HAILEY — Frank Salvoni hasn’t had much sleep the past week, and he’s not alone.

The same could be said for many of his neighbors in the Della View subdivision in Hailey. They’ve been fending off rising waters from overtaking their homes ever since the Big Wood River crested its banks May 8. A few days later, 40 houses in the subdivision — including Salvoni’s home — were under a mandatory evacuation.

“We were on the back deck and we saw the level coming up,” Salvoni said. “We said ‘Oh, there is no way it will get to this point.’ Then the sandbags started flying and people started showing up. The first couple of days were really surreal because you didn’t expect it.”

The water was receding Tuesday because of cooler weather, and Salvoni has since returned to his home. But his home lacks power, hot water and heat.

His wife and children are staying at a home in Elkhorn. Salvoni stayed behind to keep the floodwater from damaging his home and to prepare for the next onslaught of water.

The National Weather Service predicts flooding to peak between May 28 and June 9 when warm temperatures return. The water is receding for now, but the snowmelt is inevitable.

“They keep saying the worse is yet to come,” Salvoni said. “So it will be interesting.”

Salvoni, who’s lived in Hailey for six years, said he’s never seen flooding like this before. He knew there was a potential for flooding, but he had no idea just how fast the water would rise.

Salvoni wasn’t doing much work Wednesday besides making sure his generators had fuel. His generators power four pumps in the crawl space under his home. Two other pumps are keeping groundwater at bay. He estimated nearly 1,400 sandbags help protect his home.

“The real problem is the ground water,” he said. “It creeps up really quickly. You wouldn’t expect it.”

Carol Brown, Hailey’s public information officer, was able to drive around War Eagle Drive Tuesday to survey the water. A couple days earlier, she would not have attempted the drive. The rushing water would have been to up to the truck’s floorboards. As her truck sliced through the flowing water that completely covered the road, the tires bumped along the silt and gravel washed over the road below. Brown passed by an entrance to the Draper Wood River Preserve. The path leading into the preserve was now a sweeping river.

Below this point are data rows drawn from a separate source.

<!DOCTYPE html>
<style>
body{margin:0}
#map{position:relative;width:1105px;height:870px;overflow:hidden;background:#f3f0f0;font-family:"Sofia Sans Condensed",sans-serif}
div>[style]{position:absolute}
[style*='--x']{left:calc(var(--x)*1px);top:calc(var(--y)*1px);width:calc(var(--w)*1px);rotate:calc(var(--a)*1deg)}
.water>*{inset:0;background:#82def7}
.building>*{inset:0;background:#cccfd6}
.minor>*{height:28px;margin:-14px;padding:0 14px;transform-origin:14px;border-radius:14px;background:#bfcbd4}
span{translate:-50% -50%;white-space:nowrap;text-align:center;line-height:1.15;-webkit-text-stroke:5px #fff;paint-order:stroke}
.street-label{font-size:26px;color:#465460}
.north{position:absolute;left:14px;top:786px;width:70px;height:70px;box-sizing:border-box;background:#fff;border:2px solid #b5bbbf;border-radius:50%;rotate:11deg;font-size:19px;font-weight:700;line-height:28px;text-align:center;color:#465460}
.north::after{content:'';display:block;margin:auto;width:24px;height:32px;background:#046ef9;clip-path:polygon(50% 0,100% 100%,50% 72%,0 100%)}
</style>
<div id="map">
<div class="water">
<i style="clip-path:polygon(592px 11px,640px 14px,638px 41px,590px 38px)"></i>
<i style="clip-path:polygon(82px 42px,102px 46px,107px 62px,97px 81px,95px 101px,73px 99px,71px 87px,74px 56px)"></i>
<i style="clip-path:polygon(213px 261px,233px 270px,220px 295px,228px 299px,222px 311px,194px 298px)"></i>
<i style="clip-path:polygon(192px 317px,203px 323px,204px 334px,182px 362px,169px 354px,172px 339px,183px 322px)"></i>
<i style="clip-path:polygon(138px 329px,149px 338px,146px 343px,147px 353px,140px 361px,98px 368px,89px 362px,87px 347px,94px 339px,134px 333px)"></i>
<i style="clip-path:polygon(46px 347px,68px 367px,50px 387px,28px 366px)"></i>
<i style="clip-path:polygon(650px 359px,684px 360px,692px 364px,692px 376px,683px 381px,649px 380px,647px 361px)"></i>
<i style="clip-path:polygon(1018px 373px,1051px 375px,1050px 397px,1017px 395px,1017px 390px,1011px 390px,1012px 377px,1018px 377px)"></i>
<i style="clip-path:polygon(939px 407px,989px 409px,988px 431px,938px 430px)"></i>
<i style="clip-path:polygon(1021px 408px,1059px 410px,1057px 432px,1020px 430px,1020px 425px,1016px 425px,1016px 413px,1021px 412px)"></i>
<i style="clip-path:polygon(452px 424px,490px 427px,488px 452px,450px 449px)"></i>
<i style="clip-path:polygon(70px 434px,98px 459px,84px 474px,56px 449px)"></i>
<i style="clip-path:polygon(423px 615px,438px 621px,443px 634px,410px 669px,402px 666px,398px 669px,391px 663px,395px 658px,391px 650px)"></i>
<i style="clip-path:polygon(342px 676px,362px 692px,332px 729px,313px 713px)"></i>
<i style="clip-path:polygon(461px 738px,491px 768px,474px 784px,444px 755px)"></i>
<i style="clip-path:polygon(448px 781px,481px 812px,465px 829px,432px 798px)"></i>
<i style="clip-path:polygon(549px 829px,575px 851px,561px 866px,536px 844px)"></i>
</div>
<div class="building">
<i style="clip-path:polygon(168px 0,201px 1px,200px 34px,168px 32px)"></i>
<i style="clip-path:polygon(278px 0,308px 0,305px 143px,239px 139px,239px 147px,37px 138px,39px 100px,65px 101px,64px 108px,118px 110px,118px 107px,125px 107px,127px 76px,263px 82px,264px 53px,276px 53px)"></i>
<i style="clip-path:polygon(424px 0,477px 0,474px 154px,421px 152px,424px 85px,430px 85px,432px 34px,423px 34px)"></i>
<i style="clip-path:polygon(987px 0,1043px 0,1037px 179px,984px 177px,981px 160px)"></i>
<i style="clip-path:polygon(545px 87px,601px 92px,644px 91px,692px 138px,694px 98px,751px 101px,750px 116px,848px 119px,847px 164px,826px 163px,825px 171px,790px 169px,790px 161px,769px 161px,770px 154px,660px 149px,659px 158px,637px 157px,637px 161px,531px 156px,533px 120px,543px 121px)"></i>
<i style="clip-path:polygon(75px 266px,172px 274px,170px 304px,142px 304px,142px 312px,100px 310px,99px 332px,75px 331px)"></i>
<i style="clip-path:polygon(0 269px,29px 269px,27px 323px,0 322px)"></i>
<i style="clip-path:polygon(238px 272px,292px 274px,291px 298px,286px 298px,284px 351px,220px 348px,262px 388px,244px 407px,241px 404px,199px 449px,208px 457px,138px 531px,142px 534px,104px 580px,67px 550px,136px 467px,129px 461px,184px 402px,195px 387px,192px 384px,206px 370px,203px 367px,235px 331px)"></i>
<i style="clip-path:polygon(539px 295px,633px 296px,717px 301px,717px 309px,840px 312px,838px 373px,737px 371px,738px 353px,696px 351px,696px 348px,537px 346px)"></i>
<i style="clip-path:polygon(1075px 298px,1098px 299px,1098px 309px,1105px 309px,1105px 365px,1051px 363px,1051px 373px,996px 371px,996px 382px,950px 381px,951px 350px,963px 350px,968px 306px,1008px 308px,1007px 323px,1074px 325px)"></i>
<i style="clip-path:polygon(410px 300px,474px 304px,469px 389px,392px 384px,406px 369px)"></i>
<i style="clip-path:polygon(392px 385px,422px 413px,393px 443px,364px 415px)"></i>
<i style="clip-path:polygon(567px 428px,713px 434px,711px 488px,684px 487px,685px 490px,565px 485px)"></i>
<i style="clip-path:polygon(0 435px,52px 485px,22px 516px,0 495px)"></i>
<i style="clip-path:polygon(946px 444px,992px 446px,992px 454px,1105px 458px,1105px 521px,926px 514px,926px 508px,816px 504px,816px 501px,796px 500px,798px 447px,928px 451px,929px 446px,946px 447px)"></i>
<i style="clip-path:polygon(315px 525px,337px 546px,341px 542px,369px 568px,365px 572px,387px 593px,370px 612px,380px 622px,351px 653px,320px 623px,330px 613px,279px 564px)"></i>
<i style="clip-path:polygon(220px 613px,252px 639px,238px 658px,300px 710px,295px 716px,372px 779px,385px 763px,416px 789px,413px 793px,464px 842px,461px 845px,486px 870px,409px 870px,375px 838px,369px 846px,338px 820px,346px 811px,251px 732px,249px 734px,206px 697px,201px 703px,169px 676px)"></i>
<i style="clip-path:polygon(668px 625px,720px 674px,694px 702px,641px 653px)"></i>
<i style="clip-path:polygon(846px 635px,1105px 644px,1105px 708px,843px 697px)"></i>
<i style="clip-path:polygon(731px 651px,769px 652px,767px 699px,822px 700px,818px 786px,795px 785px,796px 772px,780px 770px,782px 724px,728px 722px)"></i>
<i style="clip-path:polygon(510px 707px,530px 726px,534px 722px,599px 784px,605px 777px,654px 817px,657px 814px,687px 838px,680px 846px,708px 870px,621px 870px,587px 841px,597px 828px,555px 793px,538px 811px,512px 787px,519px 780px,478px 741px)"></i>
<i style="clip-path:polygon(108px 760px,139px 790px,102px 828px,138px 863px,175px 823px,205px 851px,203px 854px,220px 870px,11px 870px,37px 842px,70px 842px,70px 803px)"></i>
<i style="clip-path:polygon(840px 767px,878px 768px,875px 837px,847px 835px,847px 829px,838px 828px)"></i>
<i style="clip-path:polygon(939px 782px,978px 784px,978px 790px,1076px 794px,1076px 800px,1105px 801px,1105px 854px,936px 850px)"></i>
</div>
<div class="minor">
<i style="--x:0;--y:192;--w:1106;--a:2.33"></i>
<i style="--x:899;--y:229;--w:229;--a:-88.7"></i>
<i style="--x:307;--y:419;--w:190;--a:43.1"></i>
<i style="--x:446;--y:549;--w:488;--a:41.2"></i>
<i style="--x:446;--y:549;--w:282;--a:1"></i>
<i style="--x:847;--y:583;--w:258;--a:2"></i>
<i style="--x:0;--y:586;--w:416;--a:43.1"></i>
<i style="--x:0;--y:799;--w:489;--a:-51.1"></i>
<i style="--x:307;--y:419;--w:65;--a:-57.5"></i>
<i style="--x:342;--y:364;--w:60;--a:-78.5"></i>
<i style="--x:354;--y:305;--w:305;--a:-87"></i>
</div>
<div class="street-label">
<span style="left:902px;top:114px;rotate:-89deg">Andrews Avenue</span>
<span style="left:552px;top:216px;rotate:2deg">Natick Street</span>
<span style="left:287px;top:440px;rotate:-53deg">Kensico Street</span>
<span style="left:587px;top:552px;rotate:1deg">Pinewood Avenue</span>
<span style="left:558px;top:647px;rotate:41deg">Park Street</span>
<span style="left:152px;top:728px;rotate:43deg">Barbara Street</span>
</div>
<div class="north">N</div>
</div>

“Residents have been in a flood fight for seven days trying to protect their homes 24/7,” Brown said.

On May 8, the Big Wood River rose above its banks at 7.8 feet at a flow of 5,950 cubic feet per second. In 2006, the waters reached 7.84 feet and in 1983 they topped out at 7.83 feet.

Ed and Carmen Northen moved to Hailey in 2004 and lived in their home on Cedar Street West when the Big Wood River flooded in 2006. The water never reached their home in 2006. Ed took some precautions but was caught off guard.

“My wife and I were helping to fill sandbags and we came home and it had reached our driveway,” Ed said. “The river this year behaved significantly different than it did in 2006. That was definitely a surprise and it was very stressful.”

The Northens have about 1,000 sandbags around their home and 18 inches of water in the crawl space of their home.

“We are personally fortunate that our power is not shut off yet,” Ed said. “I had to go under the house three times for our sump pumps. I literally had to put my head underwater.”

There were times when the sandbag walls would collapse and Ed wondered if they would be able to hold back the water. Fortunately, many people helped the Northens protect their home.

“Everybody has been really good,” he said. “The fire department has been exceptional and just the community coming together. I’m always the one helping and this is the first time I’ve been on the receiving end. It’s humbling.”